TRY IT: Among the entries below, tally each line containing "Tinubu"; respond with the total only.

[Opening DATA EXTRACTS section]

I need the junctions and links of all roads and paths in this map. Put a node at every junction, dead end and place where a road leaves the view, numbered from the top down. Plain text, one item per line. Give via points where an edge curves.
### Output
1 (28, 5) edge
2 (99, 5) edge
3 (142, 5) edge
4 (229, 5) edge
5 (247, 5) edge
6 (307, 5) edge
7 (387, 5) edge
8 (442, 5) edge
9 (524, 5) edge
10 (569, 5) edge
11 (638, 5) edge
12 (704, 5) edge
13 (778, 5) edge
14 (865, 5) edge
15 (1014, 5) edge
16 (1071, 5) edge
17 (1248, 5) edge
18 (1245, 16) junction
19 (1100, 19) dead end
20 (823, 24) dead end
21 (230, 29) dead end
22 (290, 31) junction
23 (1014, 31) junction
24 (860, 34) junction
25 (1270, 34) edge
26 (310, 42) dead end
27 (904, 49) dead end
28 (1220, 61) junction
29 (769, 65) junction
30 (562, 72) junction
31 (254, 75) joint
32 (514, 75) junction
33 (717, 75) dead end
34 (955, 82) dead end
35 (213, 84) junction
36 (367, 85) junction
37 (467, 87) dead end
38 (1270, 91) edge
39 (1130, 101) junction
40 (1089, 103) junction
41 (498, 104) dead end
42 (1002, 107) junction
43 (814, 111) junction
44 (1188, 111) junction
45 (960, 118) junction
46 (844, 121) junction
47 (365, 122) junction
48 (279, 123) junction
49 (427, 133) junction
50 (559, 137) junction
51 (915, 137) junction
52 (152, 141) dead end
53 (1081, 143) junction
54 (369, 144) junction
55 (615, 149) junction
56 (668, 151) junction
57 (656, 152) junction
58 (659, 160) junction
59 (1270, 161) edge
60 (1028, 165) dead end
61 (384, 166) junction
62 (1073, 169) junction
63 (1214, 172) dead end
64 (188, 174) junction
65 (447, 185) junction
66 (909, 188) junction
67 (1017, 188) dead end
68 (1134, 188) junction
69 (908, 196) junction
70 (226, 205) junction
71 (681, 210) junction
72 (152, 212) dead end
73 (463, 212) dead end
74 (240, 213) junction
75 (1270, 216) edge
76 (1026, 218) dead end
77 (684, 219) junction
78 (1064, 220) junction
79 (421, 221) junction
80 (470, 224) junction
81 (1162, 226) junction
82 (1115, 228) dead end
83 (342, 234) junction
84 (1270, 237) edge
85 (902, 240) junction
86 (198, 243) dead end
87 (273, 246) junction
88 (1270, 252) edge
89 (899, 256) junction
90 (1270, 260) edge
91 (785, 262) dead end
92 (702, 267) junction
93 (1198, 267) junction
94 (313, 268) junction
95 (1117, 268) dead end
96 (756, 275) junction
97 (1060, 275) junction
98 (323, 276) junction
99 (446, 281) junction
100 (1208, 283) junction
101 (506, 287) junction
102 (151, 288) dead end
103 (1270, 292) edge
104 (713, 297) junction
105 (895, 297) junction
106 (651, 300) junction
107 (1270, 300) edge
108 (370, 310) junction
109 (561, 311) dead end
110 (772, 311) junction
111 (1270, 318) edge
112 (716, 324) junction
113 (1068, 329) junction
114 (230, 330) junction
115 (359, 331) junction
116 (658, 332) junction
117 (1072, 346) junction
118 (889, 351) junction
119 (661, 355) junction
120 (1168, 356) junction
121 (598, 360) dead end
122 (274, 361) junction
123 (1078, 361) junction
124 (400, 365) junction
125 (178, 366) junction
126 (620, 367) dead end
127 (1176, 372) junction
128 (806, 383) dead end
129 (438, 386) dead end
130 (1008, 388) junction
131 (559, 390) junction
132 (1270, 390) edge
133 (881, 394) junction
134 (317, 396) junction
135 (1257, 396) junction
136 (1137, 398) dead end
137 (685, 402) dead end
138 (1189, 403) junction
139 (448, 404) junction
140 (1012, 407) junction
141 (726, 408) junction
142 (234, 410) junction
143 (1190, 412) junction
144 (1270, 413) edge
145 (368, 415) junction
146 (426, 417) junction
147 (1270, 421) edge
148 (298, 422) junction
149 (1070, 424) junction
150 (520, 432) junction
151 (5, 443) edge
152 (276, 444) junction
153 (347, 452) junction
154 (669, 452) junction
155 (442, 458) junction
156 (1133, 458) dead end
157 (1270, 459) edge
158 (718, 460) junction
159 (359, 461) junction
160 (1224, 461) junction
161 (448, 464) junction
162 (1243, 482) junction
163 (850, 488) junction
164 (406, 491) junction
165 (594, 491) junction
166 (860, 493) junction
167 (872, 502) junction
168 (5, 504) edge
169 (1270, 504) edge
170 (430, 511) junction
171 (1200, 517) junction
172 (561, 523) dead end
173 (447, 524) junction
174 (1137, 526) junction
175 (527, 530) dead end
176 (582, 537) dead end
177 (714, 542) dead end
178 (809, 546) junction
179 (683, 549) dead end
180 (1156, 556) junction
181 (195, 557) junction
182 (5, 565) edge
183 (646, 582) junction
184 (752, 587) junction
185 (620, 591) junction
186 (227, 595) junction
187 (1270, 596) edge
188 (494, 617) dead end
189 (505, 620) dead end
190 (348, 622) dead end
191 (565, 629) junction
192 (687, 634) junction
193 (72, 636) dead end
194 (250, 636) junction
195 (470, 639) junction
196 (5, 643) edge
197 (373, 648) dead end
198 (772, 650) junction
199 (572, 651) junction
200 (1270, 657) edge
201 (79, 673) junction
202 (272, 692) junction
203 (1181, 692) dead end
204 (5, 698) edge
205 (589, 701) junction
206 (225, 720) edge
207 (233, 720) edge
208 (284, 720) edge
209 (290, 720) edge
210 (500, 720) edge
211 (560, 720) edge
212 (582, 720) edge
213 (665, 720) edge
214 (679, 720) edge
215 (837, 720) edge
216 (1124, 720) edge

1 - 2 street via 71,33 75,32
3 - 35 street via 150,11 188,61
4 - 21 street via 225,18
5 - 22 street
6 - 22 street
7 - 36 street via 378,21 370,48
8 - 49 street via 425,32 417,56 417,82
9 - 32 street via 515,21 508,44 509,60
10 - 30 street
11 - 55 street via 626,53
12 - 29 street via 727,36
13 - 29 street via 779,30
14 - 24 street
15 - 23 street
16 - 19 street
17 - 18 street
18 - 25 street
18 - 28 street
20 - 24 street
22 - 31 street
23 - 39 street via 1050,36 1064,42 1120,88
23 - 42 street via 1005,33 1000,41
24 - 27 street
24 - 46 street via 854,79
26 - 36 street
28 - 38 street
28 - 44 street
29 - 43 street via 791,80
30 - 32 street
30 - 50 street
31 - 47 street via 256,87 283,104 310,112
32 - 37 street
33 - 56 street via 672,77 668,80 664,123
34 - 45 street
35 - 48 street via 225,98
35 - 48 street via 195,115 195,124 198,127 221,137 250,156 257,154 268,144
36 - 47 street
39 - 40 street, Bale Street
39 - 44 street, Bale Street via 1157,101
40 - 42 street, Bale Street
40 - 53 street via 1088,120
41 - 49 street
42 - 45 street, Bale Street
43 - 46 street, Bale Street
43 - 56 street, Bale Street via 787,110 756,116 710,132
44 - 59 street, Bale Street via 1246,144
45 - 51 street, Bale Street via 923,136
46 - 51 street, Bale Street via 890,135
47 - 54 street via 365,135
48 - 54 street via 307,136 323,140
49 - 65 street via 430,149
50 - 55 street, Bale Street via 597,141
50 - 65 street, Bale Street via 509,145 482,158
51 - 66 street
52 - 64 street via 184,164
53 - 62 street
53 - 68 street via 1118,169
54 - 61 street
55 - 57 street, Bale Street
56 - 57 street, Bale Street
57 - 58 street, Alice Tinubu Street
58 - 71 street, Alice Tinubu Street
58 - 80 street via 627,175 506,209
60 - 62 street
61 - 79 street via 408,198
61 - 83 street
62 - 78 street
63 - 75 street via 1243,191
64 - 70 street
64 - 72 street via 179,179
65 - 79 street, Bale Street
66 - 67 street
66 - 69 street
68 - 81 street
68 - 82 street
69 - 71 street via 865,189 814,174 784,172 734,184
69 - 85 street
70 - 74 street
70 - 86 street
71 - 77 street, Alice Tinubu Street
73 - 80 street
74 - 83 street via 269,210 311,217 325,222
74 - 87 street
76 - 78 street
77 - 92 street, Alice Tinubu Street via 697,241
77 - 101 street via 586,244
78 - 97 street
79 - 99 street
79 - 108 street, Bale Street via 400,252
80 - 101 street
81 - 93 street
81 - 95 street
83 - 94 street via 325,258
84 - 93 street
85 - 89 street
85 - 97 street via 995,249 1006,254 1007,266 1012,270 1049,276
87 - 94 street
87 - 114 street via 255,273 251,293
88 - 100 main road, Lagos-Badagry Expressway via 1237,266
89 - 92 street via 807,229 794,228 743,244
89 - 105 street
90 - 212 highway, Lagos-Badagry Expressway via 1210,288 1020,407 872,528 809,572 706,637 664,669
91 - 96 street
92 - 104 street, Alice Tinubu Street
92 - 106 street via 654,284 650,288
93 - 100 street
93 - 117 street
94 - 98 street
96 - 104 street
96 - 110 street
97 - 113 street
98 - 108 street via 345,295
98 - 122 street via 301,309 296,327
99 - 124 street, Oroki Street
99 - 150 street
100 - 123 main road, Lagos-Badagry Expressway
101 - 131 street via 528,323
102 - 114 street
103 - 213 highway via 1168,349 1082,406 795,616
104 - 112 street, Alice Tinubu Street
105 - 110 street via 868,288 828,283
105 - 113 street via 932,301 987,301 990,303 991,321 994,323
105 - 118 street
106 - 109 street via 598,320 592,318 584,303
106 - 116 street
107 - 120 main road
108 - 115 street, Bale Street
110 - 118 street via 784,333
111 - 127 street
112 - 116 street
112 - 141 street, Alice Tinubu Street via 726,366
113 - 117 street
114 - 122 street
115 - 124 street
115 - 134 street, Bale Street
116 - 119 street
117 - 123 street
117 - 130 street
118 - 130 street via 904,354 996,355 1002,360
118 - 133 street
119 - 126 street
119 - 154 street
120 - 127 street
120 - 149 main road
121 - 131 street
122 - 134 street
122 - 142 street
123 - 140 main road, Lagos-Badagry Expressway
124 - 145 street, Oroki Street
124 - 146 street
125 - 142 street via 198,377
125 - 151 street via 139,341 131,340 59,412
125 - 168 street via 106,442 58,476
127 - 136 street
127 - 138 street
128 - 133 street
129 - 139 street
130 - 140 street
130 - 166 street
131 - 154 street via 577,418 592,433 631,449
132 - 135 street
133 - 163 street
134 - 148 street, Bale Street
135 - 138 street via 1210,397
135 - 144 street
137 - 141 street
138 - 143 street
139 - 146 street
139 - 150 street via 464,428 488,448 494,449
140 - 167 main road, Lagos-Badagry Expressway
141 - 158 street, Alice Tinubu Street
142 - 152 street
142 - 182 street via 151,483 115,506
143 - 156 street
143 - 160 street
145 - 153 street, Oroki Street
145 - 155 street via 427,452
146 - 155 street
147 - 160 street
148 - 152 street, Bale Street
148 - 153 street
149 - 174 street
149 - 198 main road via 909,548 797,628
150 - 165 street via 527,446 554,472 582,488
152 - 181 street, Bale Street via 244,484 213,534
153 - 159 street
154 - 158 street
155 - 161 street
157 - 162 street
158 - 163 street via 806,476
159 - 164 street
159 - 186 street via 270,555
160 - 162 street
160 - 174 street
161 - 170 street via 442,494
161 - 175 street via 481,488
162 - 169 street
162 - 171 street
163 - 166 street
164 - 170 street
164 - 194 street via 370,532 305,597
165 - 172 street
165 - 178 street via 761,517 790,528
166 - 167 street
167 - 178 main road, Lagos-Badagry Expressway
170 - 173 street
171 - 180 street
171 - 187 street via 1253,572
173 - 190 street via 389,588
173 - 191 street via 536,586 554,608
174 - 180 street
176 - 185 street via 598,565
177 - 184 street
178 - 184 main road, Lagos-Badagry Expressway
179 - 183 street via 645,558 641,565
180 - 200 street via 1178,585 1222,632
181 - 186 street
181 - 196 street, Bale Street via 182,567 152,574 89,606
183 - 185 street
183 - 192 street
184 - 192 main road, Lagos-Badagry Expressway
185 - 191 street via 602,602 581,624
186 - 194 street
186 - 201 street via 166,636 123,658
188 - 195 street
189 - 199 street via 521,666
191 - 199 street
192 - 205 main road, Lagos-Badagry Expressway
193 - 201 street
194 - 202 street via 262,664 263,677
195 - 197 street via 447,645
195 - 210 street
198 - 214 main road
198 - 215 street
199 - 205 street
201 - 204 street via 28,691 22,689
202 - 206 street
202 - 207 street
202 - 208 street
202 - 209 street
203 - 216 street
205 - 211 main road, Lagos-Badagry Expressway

[Closing DATA EXTRACTS section]

ANSWER TO THE EXERCISE: 8